There once was a man named Enis
“A man named Enis?” I can hear you. “That’s preposterous.” You say, “No self-respecting mother names her son Enis,
And no self-respecting boy keeps the name Enis long enough to become a man.
There is no way that Enis exists.
This poem is a sham!”
If a tree falls in forest and nobody saw it then how the hell did I just report it?
And why me? How is it that not only do I know about said tree, but it just so happens that I am in a position to tell others?
Because every time you hear nobody hearing a falling tree, I’ll bet that you can picture that tree, and it’s the same one every single time.

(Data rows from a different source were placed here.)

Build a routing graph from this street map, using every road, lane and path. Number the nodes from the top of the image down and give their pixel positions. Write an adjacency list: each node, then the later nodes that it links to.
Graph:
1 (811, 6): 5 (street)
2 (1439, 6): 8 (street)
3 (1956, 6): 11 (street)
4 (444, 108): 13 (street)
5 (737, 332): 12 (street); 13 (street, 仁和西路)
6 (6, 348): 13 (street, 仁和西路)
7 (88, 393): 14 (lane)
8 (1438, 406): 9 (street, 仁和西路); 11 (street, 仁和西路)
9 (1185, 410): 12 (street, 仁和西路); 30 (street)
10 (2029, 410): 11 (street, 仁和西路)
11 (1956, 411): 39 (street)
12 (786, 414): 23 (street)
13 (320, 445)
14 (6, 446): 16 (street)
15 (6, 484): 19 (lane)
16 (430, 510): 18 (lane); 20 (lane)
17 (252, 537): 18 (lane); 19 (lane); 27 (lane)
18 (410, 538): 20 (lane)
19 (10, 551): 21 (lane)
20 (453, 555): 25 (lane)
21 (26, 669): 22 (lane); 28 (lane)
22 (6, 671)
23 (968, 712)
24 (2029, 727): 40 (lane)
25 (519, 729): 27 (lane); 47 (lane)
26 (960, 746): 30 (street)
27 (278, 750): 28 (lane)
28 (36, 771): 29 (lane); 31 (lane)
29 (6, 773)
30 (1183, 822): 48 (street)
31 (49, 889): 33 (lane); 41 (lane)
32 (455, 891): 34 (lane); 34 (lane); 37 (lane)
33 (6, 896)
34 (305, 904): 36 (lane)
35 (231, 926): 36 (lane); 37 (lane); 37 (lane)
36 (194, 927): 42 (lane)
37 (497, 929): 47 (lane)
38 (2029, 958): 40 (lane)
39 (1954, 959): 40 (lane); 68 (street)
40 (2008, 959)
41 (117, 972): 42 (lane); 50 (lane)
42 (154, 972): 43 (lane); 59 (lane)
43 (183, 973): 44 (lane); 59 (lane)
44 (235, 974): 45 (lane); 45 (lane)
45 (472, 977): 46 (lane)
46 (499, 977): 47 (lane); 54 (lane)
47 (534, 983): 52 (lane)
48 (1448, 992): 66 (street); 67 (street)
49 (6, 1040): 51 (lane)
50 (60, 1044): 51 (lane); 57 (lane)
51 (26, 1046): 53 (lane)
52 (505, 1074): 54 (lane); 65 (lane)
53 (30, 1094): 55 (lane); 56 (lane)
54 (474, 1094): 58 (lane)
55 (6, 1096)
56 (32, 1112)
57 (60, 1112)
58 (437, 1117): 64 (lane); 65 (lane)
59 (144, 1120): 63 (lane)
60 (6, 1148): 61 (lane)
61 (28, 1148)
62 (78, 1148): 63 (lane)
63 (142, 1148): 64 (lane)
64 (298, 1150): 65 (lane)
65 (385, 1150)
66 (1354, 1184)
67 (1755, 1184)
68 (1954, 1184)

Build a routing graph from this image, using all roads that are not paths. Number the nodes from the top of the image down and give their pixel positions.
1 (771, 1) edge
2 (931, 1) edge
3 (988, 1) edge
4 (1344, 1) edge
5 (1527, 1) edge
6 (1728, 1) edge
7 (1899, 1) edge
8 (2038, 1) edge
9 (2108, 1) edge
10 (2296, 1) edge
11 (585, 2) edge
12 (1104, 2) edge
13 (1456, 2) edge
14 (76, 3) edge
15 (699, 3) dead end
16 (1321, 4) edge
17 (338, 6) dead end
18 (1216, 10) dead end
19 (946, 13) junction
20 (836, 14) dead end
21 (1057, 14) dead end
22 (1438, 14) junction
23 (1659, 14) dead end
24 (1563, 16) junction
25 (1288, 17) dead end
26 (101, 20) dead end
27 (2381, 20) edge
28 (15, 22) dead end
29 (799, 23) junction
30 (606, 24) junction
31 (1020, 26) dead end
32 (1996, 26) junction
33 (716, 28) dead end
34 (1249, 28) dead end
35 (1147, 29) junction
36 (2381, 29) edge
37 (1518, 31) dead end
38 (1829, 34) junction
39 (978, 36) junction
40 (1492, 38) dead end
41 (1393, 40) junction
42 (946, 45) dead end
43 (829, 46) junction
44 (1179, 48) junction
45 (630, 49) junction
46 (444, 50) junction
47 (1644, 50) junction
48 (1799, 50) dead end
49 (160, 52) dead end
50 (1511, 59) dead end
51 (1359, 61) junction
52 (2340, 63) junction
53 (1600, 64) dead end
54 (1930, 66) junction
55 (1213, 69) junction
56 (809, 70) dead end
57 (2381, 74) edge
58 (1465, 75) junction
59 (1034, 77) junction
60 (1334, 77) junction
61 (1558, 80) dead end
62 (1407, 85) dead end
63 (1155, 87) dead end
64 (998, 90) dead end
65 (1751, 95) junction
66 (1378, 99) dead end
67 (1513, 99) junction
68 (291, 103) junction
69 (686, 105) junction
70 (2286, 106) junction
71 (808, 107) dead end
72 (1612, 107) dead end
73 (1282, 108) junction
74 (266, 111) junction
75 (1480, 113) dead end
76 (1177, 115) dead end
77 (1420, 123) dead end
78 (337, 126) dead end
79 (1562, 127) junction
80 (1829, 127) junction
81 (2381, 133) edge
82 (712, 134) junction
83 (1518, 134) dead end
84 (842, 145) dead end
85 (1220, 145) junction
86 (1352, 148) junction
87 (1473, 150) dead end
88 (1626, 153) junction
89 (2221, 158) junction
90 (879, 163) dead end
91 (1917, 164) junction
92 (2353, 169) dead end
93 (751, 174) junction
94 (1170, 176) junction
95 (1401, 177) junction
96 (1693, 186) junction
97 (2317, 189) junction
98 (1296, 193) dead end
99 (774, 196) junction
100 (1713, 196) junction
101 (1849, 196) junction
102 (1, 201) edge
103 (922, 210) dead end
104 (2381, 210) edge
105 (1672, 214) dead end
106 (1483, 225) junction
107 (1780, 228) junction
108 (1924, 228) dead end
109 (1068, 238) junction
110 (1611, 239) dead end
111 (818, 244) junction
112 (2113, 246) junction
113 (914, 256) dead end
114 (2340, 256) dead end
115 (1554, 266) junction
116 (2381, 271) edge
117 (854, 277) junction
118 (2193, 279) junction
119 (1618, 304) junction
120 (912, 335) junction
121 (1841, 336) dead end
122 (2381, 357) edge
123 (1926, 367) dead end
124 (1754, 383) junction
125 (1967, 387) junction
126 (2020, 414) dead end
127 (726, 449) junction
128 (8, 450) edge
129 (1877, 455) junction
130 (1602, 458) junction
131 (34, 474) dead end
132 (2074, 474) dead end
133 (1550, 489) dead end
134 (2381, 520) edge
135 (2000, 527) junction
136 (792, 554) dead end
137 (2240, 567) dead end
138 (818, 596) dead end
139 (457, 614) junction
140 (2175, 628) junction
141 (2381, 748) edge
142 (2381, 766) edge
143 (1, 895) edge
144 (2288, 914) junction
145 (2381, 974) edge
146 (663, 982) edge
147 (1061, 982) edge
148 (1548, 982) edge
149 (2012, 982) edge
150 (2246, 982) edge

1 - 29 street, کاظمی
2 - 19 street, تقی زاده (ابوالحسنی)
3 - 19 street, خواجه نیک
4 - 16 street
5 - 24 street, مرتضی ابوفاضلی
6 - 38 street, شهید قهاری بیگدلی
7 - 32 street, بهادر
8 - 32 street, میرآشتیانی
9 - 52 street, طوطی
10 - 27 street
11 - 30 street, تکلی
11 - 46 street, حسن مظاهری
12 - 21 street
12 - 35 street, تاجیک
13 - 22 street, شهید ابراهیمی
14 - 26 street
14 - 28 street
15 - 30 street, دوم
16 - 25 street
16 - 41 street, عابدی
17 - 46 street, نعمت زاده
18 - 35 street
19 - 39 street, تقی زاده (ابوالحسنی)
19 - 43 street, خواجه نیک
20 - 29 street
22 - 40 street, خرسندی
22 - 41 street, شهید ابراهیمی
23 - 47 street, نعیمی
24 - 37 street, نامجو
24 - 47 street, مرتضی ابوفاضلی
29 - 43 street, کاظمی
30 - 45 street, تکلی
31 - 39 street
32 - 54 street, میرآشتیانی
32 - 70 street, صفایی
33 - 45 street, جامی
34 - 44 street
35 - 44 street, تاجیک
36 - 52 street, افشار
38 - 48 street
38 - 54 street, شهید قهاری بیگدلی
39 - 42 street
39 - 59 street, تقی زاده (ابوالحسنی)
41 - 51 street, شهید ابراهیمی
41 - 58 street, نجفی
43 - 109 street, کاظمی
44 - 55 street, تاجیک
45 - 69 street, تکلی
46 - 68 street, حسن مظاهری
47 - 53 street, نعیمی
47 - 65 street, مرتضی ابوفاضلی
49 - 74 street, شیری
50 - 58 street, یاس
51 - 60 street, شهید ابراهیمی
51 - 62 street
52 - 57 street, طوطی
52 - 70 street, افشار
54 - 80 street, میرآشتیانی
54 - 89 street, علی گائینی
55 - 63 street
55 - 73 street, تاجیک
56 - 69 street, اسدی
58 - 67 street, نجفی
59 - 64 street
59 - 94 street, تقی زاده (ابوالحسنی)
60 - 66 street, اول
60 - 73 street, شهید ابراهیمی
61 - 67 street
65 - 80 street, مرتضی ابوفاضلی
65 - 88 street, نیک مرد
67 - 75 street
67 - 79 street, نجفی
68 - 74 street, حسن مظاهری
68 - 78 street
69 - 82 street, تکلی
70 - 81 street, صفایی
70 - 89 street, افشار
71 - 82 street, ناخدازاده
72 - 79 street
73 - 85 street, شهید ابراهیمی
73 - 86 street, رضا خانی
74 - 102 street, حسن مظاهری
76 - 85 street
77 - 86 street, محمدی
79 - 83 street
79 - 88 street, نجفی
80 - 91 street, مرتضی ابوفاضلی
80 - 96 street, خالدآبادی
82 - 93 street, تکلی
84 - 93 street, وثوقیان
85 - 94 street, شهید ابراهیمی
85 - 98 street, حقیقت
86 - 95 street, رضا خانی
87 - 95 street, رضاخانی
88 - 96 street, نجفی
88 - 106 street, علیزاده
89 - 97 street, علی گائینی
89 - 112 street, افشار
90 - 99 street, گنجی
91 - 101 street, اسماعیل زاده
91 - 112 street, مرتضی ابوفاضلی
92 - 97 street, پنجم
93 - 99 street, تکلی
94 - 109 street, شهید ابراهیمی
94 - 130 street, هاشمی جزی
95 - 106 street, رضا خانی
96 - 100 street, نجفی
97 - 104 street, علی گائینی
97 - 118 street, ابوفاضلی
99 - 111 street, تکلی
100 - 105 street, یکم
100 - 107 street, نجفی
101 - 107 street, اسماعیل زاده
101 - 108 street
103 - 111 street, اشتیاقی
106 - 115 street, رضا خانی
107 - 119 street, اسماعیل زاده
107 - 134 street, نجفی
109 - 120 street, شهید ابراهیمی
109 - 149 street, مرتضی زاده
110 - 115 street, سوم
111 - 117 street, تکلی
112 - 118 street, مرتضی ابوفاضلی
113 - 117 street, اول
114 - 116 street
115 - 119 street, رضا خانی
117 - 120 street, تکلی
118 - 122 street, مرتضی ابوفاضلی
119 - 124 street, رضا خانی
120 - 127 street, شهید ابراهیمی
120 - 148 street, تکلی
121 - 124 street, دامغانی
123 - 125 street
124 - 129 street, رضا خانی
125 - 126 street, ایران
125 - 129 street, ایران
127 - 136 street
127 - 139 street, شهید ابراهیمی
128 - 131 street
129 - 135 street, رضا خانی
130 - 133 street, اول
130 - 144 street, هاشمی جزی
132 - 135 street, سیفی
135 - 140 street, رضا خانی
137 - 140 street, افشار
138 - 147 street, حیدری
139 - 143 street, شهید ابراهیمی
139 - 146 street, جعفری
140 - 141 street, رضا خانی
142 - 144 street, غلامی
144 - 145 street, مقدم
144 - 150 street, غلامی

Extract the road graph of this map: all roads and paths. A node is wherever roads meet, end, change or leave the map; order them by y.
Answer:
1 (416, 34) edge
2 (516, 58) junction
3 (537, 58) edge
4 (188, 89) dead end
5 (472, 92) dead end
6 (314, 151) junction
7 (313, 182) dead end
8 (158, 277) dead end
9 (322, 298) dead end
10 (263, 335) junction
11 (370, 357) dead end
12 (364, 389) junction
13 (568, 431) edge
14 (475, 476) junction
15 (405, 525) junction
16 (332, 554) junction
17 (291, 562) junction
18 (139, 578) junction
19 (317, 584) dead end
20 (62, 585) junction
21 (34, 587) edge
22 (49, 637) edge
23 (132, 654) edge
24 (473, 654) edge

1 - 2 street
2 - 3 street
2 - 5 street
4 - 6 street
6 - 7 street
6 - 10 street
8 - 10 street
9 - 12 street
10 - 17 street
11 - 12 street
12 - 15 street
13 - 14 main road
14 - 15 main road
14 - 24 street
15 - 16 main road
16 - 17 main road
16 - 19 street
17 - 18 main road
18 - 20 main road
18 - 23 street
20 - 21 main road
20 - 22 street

So if I mention a tree that doesn’t exist, that you’ve been thinking of your entire life, that tree bursts into reality.
The same way that this poem exists without you hearing it
It only exists because I’ve told you it does, but you don’t doubt its existence.
And there is nothing more real to you than a tree that makes no sound
So now it is true, and that tree collapsed.
You hear a rumour thrice and it then becomes fact, the same way you know the sound when a single hand claps.
No, no, it may not be genius.
But I swear to you, there once was a man named Eenis.
– Scott Sandwich
PS: As it turns out, that tree did crack, killing two koalas and a backpacker on smack. (He was just looking the other way, in fact.)